EXERCISE GOAL: Restate each entry word for word, leaving nothing out.

RECORDS FOR THE TASK:
※ ※ ※

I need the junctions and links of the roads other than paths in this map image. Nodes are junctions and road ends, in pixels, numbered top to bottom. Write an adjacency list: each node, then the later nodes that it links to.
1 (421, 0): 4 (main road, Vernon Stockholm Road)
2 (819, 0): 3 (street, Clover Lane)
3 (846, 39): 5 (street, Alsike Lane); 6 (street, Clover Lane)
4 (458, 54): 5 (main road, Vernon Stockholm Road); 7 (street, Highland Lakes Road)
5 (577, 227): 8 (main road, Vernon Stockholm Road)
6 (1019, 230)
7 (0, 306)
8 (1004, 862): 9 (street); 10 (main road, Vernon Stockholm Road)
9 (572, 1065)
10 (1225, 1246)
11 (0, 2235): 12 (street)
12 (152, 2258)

※ ※ ※

RESULT OF THIS EXERCISE:
I need the junctions and links of the roads other than paths in this map image. Nodes are junctions and road ends, in pixels, numbered top to bottom. Write an adjacency list: each node, then the later nodes that it links to.
1 (421, 0): 4 (main road, Vernon Stockholm Road)
2 (819, 0): 3 (street, Clover Lane)
3 (846, 39): 5 (street, Alsike Lane); 6 (street, Clover Lane)
4 (458, 54): 5 (main road, Vernon Stockholm Road); 7 (street, Highland Lakes Road)
5 (577, 227): 8 (main road, Vernon Stockholm Road)
6 (1019, 230)
7 (0, 306)
8 (1004, 862): 9 (street); 10 (main road, Vernon Stockholm Road)
9 (572, 1065)
10 (1225, 1246)
11 (0, 2235): 12 (street)
12 (152, 2258)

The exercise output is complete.